Mit einem Komplizen (21) ist der Gladbacher bewaffnet und maskiert in eine Wohnung eingedrungen.

Wegen gemeinschaftlichen schweren Raubes und gefährlicher Körperverletzung hat die Erste Jugendkammer des Landgerichts gestern einen Mönchengladbacher (21) und einen Krefelder (18) zu Jugendstrafen verurteilt. Der 18-jährige Angeklagte erhielt eine Jugendstrafe von zwei Jahren und zehn Monaten. Der 21-Jährige kam mit einer zweijährigen Jugendstrafe mit Bewährung davon. Er hatte bereits im Ermittlungsverfahren ein Geständnis abgelegt und sich bei der Familie entschuldigt.

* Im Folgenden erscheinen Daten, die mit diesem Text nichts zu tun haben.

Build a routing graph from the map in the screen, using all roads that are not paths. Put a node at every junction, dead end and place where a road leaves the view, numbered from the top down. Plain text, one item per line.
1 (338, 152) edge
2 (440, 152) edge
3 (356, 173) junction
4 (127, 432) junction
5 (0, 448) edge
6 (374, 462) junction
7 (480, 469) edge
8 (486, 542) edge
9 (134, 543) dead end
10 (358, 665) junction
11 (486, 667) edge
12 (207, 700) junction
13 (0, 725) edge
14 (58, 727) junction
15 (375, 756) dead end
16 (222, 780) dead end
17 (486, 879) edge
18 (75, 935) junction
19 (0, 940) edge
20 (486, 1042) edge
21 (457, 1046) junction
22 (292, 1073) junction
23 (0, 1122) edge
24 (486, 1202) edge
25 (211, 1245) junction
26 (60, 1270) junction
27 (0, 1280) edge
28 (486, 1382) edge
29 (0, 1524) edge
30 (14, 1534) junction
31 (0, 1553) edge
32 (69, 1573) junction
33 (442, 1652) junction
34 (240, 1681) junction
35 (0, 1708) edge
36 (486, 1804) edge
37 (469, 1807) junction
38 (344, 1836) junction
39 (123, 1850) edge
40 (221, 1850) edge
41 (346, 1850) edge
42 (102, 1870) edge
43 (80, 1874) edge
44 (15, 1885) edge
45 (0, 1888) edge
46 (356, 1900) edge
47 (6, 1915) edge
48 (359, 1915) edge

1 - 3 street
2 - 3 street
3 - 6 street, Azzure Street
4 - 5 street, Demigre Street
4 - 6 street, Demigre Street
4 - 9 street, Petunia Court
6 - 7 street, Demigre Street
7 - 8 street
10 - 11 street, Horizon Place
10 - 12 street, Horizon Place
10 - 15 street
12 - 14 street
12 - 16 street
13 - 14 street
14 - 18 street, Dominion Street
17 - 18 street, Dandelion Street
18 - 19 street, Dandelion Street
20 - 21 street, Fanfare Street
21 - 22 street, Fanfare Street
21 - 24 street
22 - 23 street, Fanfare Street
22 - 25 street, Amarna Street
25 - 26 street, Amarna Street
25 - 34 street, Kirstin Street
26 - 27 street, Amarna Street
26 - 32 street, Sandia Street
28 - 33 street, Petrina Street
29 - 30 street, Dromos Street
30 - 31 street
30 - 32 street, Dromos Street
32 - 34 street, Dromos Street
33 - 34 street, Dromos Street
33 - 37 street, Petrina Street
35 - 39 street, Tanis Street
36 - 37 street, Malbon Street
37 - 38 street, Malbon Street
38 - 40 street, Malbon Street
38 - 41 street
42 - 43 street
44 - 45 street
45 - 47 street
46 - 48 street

Zu Prozessbeginn hatten die Verteidiger für die beiden Angeklagten sinngemäß erklärt: „Die Anklagevorwürfe stimmen“. Mit Sturmhauben maskiert hatten die jungen Männer am 24. Oktober 2013 an der Wohnungstür einer Mönchengladbacher Familie geklingelt. Bewaffnet mit einer schwarzen Softair-Pistole und einem Messer waren die Männer damals in die Wohnung gestürmt. Dem Öffnenden hatte der 18-Jährige sofort Reizgas in die Augen gesprüht. In der Wohnung waren damals drei Erwachsene und drei Kinder.

Der Mönchengladbacher soll die Bewohner mit der Pistole bedroht und Geld gefordert haben. Währenddessen soll der Krefelder die Wohnung nach Beute durchsucht haben. Aber am Ende mussten die Eindringlinge die Wohnung mit einer Beute von lediglich 110 Euro Baargeld verlassen. Tatsächlich sollen die Angeklagten vermutet haben, dass sie in der Wohnung 40 000 Euro Bargeld und Gold im Wert von 20 000 Euro finden könnten.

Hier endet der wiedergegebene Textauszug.